[Exercise aim]: For each line below that contains the word "SZŐLŐSKERT", make a copy.
***** Dataset records
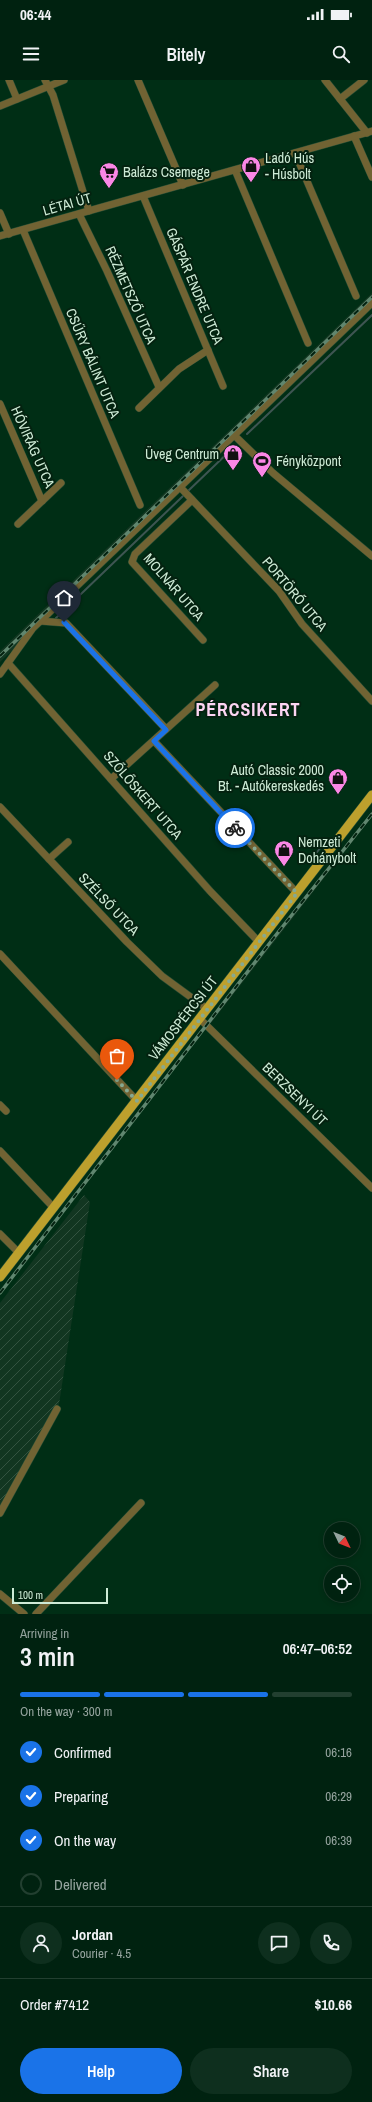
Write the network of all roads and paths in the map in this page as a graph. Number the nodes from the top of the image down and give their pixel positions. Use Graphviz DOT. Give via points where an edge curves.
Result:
graph roads {
  1 [pos="9,80"];
  2 [pos="64,80"];
  3 [pos="138,80"];
  4 [pos="325,80"];
  5 [pos="364,80"];
  6 [pos="47,83"];
  7 [pos="17,99"];
  8 [pos="340,99"];
  9 [pos="0,106"];
  10 [pos="370,132"];
  11 [pos="354,136"];
  12 [pos="295,153"];
  13 [pos="235,170"];
  14 [pos="372,177"];
  15 [pos="182,185"];
  16 [pos="144,196"];
  17 [pos="89,211"];
  18 [pos="0,213"];
  19 [pos="79,214"];
  20 [pos="23,230"];
  21 [pos="9,234"];
  22 [pos="0,236"];
  23 [pos="356,296"];
  24 [pos="372,303"];
  25 [pos="308,343"];
  26 [pos="208,350"];
  27 [pos="223,386"];
  28 [pos="159,387"];
  29 [pos="0,404"];
  30 [pos="139,408"];
  31 [pos="234,435"];
  32 [pos="61,483"];
  33 [pos="180,488"];
  34 [pos="192,500"];
  35 [pos="42,501"];
  36 [pos="140,505"];
  37 [pos="18,524"];
  38 [pos="372,556"];
  39 [pos="40,621"];
  40 [pos="203,640"];
  41 [pos="8,663"];
  42 [pos="0,674"];
  43 [pos="215,685"];
  44 [pos="372,701"];
  45 [pos="166,730"];
  46 [pos="154,741"];
  47 [pos="111,779"];
  48 [pos="372,795"];
  49 [pos="0,808"];
  50 [pos="68,842"];
  51 [pos="49,859"];
  52 [pos="297,893"];
  53 [pos="259,942"];
  54 [pos="0,954"];
  55 [pos="207,1009"];
  56 [pos="200,1019"];
  57 [pos="137,1101"];
  58 [pos="0,1105"];
  59 [pos="6,1111"];
  60 [pos="0,1151"];
  61 [pos="372,1188"];
  62 [pos="54,1208"];
  63 [pos="0,1234"];
  64 [pos="19,1253"];
  65 [pos="0,1277"];
  66 [pos="57,1409"];
  67 [pos="141,1503"];
  68 [pos="0,1513"];
  69 [pos="0,1594"];
  70 [pos="24,1614"];
  71 [pos="36,1614"];
  1 -- 7 [label="street"];
  2 -- 6 [label="street"];
  3 -- 15 [label="street"];
  4 -- 8 [label="street"];
  5 -- 8 [label="street"];
  6 -- 7 [label="street"];
  6 -- 17 [label="street"];
  7 -- 9 [label="street"];
  8 -- 10 [label="street"];
  10 -- 11 [label="street, LÉTAI ÚT"];
  11 -- 12 [label="street, LÉTAI ÚT"];
  11 -- 14 [label="street"];
  12 -- 13 [label="street, LÉTAI ÚT"];
  12 -- 23 [label="street"];
  13 -- 15 [label="street, LÉTAI ÚT"];
  13 -- 25 [label="street"];
  15 -- 16 [label="street, LÉTAI ÚT"];
  16 -- 17 [label="street, LÉTAI ÚT"];
  16 -- 26 [label="street, GÁSPÁR ENDRE UTCA"];
  17 -- 19 [label="street, LÉTAI ÚT"];
  18 -- 21 [label="street"];
  19 -- 20 [label="street, LÉTAI ÚT"];
  19 -- 28 [label="street, RÉZMETSZŐ UTCA"];
  20 -- 21 [label="street, LÉTAI ÚT"];
  20 -- 36 [label="street, CSŰRY BÁLINT UTCA"];
  21 -- 22 [label="street, LÉTAI ÚT"];
  24 -- 31 [label="street"];
  26 -- 27 [label="street, GÁSPÁR ENDRE UTCA"];
  26 -- 28 [label="street" via="183,365"];
  28 -- 30 [label="street"];
  29 -- 35 [label="street, HÓVIRÁG UTCA"];
  31 -- 33 [label="street"];
  31 -- 38 [label="street" via="274,473"];
  32 -- 35 [label="street"];
  33 -- 34 [label="street, PORTÖRŐ UTCA"];
  33 -- 39 [label="street"];
  34 -- 40 [label="street, MOLNÁR UTCA" via="135,554 132,562"];
  34 -- 44 [label="street, PORTÖRŐ UTCA" via="279,591 302,624"];
  35 -- 37 [label="street"];
  39 -- 41 [label="street"];
  39 -- 45 [label="street" via="68,624"];
  41 -- 42 [label="street"];
  41 -- 47 [label="street, SZŐLŐSKERT UTCA"];
  43 -- 45 [label="street"];
  45 -- 46 [label="street"];
  46 -- 47 [label="street"];
  46 -- 52 [label="street"];
  47 -- 53 [label="street, SZŐLŐSKERT UTCA"];
  48 -- 52 [label="main road, VÁMOSPÉRCSI ÚT"];
  49 -- 51 [label="street, SZÉLSŐ UTCA"];
  50 -- 51 [label="street"];
  51 -- 55 [label="street, SZÉLSŐ UTCA" via="104,920 159,972"];
  52 -- 53 [label="main road, VÁMOSPÉRCSI ÚT"];
  53 -- 55 [label="main road, VÁMOSPÉRCSI ÚT"];
  54 -- 57 [label="street"];
  55 -- 56 [label="main road, VÁMOSPÉRCSI ÚT"];
  56 -- 57 [label="main road, VÁMOSPÉRCSI ÚT"];
  56 -- 61 [label="street, BERZSENYI ÚT"];
  57 -- 62 [label="main road, VÁMOSPÉRCSI ÚT"];
  58 -- 59 [label="street"];
  60 -- 62 [label="street"];
  62 -- 64 [label="main road, VÁMOSPÉRCSI ÚT"];
  63 -- 64 [label="street"];
  64 -- 65 [label="main road, VÁMOSPÉRCSI ÚT"];
  66 -- 68 [label="street"];
  67 -- 71 [label="street"];
  69 -- 70 [label="street"];
}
**********
[Result of the task]:
  41 -- 47 [label="street, SZŐLŐSKERT UTCA"];
  47 -- 53 [label="street, SZŐLŐSKERT UTCA"];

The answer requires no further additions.